_Work task_
Search the lines of the records for the word "numbered", and copy every line that has it.

_Records supplied_
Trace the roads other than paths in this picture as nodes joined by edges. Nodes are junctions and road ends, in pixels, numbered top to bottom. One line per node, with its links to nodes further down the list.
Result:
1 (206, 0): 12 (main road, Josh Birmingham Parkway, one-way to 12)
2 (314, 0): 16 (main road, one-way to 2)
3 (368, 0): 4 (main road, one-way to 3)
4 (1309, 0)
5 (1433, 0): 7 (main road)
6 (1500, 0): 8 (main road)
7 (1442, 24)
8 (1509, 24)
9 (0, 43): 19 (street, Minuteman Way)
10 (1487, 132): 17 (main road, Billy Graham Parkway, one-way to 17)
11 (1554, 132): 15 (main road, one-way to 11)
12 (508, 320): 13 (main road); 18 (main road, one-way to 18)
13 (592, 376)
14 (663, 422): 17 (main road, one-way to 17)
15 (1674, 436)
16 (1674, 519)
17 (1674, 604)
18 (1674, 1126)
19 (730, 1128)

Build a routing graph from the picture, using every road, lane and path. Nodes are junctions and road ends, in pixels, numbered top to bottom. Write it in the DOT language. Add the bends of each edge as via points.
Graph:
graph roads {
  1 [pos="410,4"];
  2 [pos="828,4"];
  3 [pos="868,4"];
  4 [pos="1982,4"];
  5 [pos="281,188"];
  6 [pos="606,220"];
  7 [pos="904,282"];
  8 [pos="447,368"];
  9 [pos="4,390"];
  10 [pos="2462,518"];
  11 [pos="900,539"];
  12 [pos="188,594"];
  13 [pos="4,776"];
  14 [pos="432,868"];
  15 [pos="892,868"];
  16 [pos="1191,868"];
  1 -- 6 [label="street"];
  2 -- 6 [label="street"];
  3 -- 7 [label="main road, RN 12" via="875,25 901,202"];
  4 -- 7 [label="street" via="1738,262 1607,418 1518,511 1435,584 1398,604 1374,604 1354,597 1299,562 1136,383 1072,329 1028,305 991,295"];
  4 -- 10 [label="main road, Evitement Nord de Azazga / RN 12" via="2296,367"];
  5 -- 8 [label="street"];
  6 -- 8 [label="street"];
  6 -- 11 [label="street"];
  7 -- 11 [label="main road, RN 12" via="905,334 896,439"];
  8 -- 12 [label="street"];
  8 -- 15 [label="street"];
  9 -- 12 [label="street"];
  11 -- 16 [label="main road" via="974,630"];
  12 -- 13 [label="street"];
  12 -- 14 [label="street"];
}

_Solution_
Trace the roads other than paths in this picture as nodes joined by edges. Nodes are junctions and road ends, in pixels, numbered top to bottom. One line per node, with its links to nodes further down the list.
Build a routing graph from the picture, using every road, lane and path. Nodes are junctions and road ends, in pixels, numbered top to bottom. Write it in the DOT language. Add the bends of each edge as via points.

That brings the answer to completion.